If poison, arson, sex, narcotics, knives have not yet ruined us and stitched their quick, loud patterns on the canvas of our lives, it is because our souls are still too sick.

…it is because the bad things that happened to us (of our “evil ways” of thinking) have not been powerful enough to make us change. And even if they have been powerful to make us change, it is up to us to change or keep suffering because our souls may be “too sick.”

So these beautiful flowers of evil, these vices of lies, betrayal, laziness, hatred, lust, sadism, etcetera and etcetera, reflect to us who we are in a raw imperfect earthly manner, or as philosopher’s stone analogy would present it: “we are a stone with rough ends.” And there’s so much to develop ourselves (to become "diamonds" with time) that “Ennui” may be the starting point to the wrong road.

“Ennui” is a surviving word from Classical Latin phrase: mihi in odiō est, meaning “I hate or dislike” which gave rise to Vulgar Latin word inodiāre “To make odious” and then source to the Old French verb anoier “to annoy or bore” and noun “worry, or boredom,” which later became became Ennui in modern French.

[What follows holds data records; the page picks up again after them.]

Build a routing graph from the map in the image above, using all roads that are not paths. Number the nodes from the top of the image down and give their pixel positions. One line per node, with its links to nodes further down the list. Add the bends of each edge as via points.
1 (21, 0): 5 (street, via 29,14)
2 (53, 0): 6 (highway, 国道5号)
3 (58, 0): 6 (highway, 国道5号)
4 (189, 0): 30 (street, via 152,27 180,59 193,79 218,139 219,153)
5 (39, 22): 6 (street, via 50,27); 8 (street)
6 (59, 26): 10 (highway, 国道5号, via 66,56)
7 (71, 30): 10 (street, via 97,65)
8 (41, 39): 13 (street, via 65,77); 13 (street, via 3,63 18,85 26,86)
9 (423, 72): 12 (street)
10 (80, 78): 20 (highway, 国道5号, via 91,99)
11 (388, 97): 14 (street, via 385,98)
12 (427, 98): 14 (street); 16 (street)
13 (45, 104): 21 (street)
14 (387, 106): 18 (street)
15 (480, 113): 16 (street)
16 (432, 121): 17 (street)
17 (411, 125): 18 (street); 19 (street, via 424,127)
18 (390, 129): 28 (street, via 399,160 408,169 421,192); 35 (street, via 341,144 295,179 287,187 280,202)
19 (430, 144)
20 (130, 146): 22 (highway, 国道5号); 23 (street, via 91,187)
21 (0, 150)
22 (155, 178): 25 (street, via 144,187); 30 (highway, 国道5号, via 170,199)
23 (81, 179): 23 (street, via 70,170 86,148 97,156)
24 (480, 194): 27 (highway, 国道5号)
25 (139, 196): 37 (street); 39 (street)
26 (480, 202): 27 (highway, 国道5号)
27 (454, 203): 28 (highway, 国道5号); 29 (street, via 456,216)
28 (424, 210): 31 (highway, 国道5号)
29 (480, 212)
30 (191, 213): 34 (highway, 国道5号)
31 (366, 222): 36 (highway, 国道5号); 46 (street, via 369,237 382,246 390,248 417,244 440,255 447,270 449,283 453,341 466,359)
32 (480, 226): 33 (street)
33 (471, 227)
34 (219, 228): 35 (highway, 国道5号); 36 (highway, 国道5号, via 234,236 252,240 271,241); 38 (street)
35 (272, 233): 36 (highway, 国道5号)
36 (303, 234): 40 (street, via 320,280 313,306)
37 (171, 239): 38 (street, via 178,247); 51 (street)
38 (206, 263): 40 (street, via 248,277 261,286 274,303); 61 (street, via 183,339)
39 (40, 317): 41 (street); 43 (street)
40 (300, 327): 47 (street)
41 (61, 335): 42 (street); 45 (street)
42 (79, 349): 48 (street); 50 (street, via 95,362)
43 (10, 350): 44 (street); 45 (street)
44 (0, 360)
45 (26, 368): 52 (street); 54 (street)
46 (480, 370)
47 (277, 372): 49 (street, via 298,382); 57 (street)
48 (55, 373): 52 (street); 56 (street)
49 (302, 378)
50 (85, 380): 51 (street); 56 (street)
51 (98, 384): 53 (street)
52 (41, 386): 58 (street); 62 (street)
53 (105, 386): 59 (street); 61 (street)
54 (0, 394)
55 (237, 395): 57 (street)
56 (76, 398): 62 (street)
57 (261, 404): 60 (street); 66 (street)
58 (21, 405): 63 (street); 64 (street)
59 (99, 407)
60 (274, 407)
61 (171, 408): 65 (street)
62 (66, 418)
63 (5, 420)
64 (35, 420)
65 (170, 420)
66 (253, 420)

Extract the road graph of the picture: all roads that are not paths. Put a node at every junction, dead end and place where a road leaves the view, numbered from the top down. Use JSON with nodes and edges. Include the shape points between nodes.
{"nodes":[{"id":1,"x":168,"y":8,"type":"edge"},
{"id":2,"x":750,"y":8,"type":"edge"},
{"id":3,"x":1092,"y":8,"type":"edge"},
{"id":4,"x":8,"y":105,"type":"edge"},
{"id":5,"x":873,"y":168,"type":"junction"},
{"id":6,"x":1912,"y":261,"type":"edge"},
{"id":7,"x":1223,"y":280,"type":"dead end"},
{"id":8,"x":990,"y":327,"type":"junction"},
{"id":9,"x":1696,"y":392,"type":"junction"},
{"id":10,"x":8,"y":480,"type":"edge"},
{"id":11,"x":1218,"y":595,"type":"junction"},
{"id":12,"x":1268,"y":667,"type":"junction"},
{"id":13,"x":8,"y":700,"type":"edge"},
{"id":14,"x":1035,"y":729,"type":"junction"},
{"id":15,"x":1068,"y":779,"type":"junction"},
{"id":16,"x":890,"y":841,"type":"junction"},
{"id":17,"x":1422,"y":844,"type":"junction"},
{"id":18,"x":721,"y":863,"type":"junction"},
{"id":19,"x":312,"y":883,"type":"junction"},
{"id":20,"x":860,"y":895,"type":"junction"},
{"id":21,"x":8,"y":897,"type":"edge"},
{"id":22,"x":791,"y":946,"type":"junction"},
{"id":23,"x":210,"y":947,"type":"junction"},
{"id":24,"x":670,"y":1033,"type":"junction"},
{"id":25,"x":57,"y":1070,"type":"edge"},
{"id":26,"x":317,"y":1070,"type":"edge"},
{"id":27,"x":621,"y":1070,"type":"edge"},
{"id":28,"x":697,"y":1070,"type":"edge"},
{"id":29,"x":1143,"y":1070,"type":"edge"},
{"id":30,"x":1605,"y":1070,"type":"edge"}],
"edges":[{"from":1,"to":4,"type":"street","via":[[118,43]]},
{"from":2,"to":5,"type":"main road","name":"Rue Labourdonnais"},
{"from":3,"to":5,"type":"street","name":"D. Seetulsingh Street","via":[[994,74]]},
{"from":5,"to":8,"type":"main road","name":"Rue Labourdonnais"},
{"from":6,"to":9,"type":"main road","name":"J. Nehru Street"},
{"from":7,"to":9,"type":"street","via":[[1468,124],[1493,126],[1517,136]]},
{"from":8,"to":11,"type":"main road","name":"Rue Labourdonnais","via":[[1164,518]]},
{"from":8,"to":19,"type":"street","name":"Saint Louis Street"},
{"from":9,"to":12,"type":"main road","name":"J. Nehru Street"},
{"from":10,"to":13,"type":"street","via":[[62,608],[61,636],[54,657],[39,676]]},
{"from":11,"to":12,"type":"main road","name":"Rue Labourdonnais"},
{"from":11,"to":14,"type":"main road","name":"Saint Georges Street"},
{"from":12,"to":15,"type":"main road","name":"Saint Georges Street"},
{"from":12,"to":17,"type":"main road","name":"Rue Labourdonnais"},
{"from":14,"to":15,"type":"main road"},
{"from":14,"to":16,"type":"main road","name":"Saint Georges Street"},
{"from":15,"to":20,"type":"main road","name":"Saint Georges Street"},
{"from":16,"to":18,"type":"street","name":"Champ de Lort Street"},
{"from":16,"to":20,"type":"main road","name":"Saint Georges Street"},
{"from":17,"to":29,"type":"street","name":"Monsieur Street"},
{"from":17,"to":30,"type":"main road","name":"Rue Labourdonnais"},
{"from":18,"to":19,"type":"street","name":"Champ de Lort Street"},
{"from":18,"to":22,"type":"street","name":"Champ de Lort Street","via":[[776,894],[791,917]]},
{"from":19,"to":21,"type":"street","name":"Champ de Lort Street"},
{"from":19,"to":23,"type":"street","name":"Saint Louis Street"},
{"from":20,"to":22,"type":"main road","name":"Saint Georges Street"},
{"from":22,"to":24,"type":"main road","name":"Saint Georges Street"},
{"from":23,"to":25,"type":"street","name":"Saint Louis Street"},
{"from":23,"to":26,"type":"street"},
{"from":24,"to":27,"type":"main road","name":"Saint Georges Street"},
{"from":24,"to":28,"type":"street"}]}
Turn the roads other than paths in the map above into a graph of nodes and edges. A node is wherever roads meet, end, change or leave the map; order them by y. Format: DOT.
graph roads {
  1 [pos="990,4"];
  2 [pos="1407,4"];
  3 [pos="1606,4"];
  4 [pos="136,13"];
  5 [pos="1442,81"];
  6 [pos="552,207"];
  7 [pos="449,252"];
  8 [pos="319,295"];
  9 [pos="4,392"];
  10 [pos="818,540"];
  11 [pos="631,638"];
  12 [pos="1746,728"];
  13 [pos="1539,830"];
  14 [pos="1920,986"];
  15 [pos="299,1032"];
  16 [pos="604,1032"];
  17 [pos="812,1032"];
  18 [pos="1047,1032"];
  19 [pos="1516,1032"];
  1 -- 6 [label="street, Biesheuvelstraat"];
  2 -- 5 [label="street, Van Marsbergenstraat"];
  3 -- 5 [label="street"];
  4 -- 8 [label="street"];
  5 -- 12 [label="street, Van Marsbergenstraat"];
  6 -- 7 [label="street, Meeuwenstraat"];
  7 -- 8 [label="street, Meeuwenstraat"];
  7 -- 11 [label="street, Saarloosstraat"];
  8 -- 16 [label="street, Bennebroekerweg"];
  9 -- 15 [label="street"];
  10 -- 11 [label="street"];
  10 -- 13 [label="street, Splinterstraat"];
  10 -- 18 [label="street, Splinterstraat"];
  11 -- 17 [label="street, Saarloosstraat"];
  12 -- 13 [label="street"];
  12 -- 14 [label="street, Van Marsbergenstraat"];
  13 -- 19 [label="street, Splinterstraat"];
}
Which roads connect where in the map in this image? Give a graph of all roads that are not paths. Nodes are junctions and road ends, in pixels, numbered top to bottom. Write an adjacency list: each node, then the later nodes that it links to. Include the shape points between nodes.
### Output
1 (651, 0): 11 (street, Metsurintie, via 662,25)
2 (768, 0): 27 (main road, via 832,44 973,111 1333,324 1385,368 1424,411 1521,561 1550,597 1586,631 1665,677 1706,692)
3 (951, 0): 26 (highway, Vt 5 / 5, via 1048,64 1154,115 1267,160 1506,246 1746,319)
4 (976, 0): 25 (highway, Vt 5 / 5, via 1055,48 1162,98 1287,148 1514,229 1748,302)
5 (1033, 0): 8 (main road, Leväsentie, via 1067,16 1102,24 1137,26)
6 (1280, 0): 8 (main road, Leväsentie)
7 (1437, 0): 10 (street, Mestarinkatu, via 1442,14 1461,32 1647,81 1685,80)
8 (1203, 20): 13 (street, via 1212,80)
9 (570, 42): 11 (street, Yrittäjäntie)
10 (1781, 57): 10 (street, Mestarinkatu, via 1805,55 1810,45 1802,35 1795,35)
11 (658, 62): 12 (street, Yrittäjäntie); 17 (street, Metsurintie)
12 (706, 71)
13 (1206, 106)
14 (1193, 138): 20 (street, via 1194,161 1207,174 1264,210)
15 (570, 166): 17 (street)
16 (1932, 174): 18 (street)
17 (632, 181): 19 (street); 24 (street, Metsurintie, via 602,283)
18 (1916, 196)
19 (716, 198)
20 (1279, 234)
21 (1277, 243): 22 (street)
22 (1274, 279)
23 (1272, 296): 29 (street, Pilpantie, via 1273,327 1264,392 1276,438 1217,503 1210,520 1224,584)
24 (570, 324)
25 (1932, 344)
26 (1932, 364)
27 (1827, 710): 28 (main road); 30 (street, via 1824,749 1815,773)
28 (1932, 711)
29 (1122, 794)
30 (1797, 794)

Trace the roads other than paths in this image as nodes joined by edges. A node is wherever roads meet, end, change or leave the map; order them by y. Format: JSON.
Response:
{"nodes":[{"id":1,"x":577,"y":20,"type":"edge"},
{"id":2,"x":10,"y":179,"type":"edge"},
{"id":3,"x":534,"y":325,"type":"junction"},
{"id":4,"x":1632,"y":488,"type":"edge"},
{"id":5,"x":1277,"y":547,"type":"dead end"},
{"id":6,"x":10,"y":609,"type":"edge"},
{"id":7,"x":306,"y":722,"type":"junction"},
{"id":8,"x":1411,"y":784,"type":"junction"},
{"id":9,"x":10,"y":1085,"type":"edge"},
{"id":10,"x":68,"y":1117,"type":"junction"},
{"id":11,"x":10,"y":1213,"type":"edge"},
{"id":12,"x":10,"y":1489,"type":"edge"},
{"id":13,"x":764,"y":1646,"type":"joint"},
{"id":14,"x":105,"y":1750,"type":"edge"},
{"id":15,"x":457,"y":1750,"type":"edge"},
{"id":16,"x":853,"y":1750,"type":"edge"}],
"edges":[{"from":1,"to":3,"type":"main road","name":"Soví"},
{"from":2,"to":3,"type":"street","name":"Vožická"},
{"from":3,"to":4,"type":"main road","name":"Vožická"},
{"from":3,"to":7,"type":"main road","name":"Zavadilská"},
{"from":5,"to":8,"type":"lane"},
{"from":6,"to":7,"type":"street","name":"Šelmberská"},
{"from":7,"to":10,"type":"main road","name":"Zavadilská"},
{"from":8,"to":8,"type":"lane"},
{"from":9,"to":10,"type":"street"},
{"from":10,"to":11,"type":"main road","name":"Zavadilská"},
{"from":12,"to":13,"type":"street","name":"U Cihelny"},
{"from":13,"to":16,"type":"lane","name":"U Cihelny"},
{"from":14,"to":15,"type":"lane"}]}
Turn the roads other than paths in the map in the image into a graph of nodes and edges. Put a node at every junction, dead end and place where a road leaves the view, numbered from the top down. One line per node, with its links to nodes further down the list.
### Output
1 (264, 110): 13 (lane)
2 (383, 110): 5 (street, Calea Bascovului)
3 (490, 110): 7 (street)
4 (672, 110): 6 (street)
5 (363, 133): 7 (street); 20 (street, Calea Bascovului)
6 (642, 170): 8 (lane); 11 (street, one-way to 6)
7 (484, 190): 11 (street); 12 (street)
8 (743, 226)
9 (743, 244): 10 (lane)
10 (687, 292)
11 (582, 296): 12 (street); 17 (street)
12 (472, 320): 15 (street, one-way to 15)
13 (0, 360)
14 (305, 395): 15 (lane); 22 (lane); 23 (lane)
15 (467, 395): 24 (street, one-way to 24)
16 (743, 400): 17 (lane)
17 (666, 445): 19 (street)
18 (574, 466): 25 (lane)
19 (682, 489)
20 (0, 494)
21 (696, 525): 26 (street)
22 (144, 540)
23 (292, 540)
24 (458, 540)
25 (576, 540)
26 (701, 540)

So is this the seed and root of "Evil"? to worry? to bore others? to hate and dislike? to annoy? We usually tend to make mistakes because we let our mind think a certain way beyond of what it is presented, and our fears are what trigger those thoughts; these are the metals we must purify, so when we sniff at the flowers of evil, we can proudly keep them at the bay with our consciousness and practice the light of our virtues instead.